I've suddenly seen what you mean!


----------



## mbhaub (Dec 2, 2016)

What about organs? Many concert halls don't have a real built-in pipe organ. So they use Allen or Rogers digital organs with massive speaker systems. It's not acoustic, it is clearly amplified, and they can sound quite fine! And best of all, they're in tune.


----------



## Simon Moon (Oct 10, 2013)

With prog, electric and acoustic.

Jazz, other than fusion, acoustic. Fusion, electric plays a large role.

Classical, only acoustic.


----------



## mikeh375 (Sep 7, 2017)

norman bates said:


> I wonder what you think about expressive synths like the Haken Continuum just to mention one synth. Because that instrument is incredibly expressive, as much as the most expressive acoustic instruments and a lot more than some acoustic instruments. I love the instrument but the piano to me is basically a typewriter with dynamics.


 I certainly approve of the Haken , it certainly ups the musically expressive ante and is a remarkable piece of kit. The musical and creative reach with this instrument could be quite exciting. Norman do you know of any serious/art works that feature or have scored for this? I'd love to hear its internal synth manipulated and played in a way that isn't simply like a lead line playing one patch, no matter how expressive it is.
EDIT...I just found some vids, wow. The manipulation of sound is as fantastic as it is seemingly unlimited in what can be achieved. Who's going to write the first concerto for it I wonder?


----------



## norman bates (Aug 18, 2010)

mbhaub said:


> What about organs? Many concert halls don't have a real built-in pipe organ. So they use Allen or Rogers digital organs with massive speaker systems. It's not acoustic, it is clearly amplified, and they can sound quite fine! And best of all, they're in tune.


I read somewhere recently that players of real pipe organs have to deal with massive latency of sound, is it true? That alone is a very limiting thing rhythmically.


----------



## Dan Ante (May 4, 2016)

Any musician worth their sorts would go for acoustics, period. There was once a thread asking is a computer a musical instrument answered in few words by Mirror Image.

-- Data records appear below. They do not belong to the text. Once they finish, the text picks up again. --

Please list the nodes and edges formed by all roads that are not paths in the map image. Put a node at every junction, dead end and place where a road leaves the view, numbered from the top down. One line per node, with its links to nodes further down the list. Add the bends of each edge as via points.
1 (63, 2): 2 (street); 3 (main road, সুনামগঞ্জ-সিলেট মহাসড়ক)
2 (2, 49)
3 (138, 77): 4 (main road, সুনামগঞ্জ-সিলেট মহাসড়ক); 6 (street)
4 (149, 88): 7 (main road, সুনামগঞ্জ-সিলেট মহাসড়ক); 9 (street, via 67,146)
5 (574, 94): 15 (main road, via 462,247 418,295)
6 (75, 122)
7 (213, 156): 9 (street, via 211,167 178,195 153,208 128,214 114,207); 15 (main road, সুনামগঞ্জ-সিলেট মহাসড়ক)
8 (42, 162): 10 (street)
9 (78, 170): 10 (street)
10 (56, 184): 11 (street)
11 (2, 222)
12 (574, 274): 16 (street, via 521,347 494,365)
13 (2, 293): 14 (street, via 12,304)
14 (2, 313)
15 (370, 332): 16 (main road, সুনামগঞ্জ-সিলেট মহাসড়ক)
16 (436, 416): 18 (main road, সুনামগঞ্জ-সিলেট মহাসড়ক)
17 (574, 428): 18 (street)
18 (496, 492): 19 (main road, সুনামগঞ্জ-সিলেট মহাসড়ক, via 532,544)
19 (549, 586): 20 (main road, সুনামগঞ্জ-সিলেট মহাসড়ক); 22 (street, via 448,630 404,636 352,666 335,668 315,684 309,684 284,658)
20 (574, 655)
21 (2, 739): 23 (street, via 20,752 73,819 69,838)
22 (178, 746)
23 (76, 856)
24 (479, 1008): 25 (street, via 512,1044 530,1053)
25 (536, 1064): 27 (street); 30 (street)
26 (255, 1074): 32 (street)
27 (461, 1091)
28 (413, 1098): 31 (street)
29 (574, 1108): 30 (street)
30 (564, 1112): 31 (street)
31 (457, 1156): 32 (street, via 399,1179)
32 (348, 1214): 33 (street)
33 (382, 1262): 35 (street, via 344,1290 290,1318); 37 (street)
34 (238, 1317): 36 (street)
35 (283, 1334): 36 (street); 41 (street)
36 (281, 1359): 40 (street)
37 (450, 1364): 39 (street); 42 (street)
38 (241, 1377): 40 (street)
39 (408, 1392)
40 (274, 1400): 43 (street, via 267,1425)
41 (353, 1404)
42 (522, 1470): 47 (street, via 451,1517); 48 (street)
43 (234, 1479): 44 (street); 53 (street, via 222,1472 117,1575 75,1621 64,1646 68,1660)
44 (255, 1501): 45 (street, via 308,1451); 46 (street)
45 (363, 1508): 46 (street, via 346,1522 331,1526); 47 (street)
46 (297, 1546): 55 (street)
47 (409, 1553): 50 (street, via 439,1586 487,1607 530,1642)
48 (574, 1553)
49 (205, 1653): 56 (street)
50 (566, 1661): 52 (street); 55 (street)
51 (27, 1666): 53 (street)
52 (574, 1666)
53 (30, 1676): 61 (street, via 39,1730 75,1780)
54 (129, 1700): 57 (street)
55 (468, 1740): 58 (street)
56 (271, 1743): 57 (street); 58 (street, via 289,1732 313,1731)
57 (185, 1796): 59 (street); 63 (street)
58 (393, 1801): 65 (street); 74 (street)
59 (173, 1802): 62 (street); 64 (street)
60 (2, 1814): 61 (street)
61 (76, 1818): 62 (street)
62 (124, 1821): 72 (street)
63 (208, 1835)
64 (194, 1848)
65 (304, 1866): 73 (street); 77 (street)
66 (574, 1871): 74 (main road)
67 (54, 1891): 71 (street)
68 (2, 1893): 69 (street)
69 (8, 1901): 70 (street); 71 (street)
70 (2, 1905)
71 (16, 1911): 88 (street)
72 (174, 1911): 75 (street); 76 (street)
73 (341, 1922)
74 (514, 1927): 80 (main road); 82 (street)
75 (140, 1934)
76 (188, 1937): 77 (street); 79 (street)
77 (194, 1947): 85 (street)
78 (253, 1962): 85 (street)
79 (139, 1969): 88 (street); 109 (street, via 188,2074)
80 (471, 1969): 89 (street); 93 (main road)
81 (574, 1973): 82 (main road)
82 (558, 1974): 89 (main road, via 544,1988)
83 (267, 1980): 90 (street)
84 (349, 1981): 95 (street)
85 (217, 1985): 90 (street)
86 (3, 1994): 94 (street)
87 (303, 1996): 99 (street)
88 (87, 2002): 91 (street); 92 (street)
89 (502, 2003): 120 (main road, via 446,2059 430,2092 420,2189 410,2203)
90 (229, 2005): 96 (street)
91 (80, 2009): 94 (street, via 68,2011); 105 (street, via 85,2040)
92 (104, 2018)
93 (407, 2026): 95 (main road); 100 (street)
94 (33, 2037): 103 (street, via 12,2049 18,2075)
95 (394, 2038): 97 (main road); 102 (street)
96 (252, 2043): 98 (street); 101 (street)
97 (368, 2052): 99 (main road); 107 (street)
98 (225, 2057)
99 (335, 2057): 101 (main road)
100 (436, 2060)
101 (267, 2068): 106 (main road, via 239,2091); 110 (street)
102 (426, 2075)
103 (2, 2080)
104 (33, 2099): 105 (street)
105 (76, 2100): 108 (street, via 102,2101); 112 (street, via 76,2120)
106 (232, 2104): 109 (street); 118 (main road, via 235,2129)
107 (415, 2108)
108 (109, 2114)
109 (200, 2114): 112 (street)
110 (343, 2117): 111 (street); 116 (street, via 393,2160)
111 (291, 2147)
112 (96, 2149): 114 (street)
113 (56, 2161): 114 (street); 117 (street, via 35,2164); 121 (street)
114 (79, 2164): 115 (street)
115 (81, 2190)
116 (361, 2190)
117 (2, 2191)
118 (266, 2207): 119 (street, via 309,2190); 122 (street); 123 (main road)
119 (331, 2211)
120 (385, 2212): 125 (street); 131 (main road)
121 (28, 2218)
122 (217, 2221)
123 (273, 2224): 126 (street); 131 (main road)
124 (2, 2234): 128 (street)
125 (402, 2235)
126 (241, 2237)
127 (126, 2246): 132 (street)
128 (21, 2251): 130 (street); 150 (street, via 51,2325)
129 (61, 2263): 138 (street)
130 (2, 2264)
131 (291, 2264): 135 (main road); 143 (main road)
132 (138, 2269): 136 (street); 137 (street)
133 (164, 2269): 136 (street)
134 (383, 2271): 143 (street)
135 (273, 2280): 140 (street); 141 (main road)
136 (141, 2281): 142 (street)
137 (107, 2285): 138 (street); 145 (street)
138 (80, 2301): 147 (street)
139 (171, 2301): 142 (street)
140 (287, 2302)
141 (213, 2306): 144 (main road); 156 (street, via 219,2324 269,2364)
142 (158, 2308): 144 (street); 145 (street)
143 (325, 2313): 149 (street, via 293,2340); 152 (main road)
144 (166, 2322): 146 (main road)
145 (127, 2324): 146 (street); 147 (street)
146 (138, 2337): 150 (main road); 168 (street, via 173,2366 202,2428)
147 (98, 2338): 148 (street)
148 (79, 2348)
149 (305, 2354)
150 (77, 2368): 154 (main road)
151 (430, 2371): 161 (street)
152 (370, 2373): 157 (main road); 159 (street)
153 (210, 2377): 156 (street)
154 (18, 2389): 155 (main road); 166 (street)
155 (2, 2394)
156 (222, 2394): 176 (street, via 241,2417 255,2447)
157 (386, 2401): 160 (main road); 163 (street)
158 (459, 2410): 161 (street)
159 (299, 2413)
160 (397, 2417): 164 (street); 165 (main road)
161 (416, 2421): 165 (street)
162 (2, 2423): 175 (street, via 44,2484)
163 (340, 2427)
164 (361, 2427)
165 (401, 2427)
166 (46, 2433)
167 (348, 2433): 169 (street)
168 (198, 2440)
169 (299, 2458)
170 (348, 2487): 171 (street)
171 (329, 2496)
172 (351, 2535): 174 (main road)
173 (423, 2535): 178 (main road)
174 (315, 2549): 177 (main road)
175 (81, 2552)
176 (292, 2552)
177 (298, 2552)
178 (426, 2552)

I could post more about iPads being played in deserted factories but PC playing up again…


----------



## norman bates (Aug 18, 2010)

Dan Ante said:


> Any musician worth their sorts would go for acoustics, period.


that's simply not true.


----------



## Captainnumber36 (Jan 19, 2017)

norman bates said:


> that's simply not true.


It's really all opinion.


----------



## consuono (Mar 27, 2020)

Acoustic. It's illusory, of course, but my cello seems like a living, breathing thing when I draw a bow across the strings (or pluck them). My digital piano is more sterile and machine-like.


----------



## norman bates (Aug 18, 2010)

Captainnumber36 said:


> It's really all opinion.


I don't think so, unless we have a very different opinion of what a good musician is.


----------



## Amadea (Apr 15, 2021)

consuono said:


> Acoustic. It's illusory, of course, but my cello seems like a living, breathing thing when I draw a bow across the strings (or pluck them). My digital piano is more sterile and machine-like.


As a beginner cellist and ex-violinist/pianist I get you. I do like electric guitar more than acoustic though, so I thought: are electric classical string instruments as developed and explored as electric guitars? I think not, they're new compared to electric guitars. Maybe in the next 20 years we'll see an "hendrix violinist" and we'll like him ahah.


----------



## norman bates (Aug 18, 2010)

Amadea said:


> As a beginner cellist and ex-violinist/pianist I get you. I do like electric guitar more than acoustic though, so I thought: are electric classical string instruments as developed and explored as electric guitars? I think not, they're new compared to electric guitars. Maybe in the next 20 years we'll see an "hendrix violinist" and we'll like him ahah.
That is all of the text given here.